Chloé est une des premières à relever sa tablette, elle a une heure de temps libre avant ses cours de l'après-midi, son col roulé la démange et elle a une de ces dalles ! Elle pensait à ça quand elle a croisé son regard à la sortie de l'amphi. Elle l'avait presque oublié. Il n'avait pas changé mais qu'est ce qu'il foutait là ? Ça faisait quoi ? Deux ans déjà ? Oui, oui bien sûr ça lui ferait plaisir d'aller déjeuner un jour. Quoi maintenant ? Et bien pourquoi pas… mais elle voulait se changer d'abord à cause de son pull en laine qui gratte. Il a son carrosse garé là, elle n'habite pas loin, il sait ça déjà. On se sourit parce qu'on se souvient et que maintenant Chloé a dix-huit ans, elle fume, elle a un petit ami et c'est sérieux même si c'est bancal parfois. Arrivés devant la maison, elle lui demande de l'attendre parce qu'elle en a pour deux secondes, qu'il laisse le moteur tourner, la planète s'en remettra.

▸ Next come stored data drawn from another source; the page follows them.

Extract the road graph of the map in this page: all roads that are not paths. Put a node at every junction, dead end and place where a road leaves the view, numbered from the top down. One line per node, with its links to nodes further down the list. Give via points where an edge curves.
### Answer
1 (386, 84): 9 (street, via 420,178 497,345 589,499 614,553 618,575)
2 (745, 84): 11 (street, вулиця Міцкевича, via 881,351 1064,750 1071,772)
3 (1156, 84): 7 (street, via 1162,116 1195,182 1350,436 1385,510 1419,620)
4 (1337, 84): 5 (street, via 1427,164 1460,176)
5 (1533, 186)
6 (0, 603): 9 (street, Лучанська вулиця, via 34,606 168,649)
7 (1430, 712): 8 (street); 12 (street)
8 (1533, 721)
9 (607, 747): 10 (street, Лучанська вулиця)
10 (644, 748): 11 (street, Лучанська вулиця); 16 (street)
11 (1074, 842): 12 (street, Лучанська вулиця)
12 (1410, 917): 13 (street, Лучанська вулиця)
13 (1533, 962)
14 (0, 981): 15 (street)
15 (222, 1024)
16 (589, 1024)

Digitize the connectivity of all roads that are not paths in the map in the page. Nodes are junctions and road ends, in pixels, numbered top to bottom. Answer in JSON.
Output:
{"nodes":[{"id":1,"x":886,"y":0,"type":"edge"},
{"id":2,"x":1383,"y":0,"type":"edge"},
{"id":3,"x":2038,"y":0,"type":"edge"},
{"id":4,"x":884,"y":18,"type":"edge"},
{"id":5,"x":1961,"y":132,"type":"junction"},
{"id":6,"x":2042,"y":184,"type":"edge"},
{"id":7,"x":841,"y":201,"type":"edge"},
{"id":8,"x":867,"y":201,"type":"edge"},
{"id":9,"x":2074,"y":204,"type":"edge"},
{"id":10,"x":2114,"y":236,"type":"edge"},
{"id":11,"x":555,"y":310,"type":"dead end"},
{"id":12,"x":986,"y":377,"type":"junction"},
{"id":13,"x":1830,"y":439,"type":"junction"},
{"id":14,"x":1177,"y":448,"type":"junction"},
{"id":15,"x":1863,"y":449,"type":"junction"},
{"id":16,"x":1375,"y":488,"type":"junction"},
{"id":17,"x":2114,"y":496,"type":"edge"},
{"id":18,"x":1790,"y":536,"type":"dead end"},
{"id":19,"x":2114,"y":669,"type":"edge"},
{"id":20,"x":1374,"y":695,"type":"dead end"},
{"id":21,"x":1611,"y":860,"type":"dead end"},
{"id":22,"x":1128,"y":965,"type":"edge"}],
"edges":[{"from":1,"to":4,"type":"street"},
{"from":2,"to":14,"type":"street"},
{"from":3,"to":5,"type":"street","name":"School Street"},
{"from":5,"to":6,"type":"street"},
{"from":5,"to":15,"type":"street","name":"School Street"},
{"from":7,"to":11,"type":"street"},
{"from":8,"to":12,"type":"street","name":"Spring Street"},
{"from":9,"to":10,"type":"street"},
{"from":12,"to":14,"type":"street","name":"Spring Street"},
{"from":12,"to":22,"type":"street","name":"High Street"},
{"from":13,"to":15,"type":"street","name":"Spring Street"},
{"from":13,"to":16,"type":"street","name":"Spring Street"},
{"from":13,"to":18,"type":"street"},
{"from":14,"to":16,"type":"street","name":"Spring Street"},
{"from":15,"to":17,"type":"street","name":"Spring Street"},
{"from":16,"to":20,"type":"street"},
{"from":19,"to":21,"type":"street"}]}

Alors qu'elle enfile rapidement un chemisier un peu froissé, son regard se pose sur le jardin, les couleurs de l'automne sont ses préférées. La porte dans le dos, elle n'a pas vu. La porte ouverte, elle ne l'a pas entendu. Elle a juste senti sa main s'écraser sur sa bouche, éteindre ses yeux et la pression qu'il y mettait disait qu'il fallait se taire et arrêter de chercher le nom de ce putain de conte qui n'existepas. Et quand sa tête eut fini de cogner sur la cloison, Il était parti, sans un bruit, sans une parole.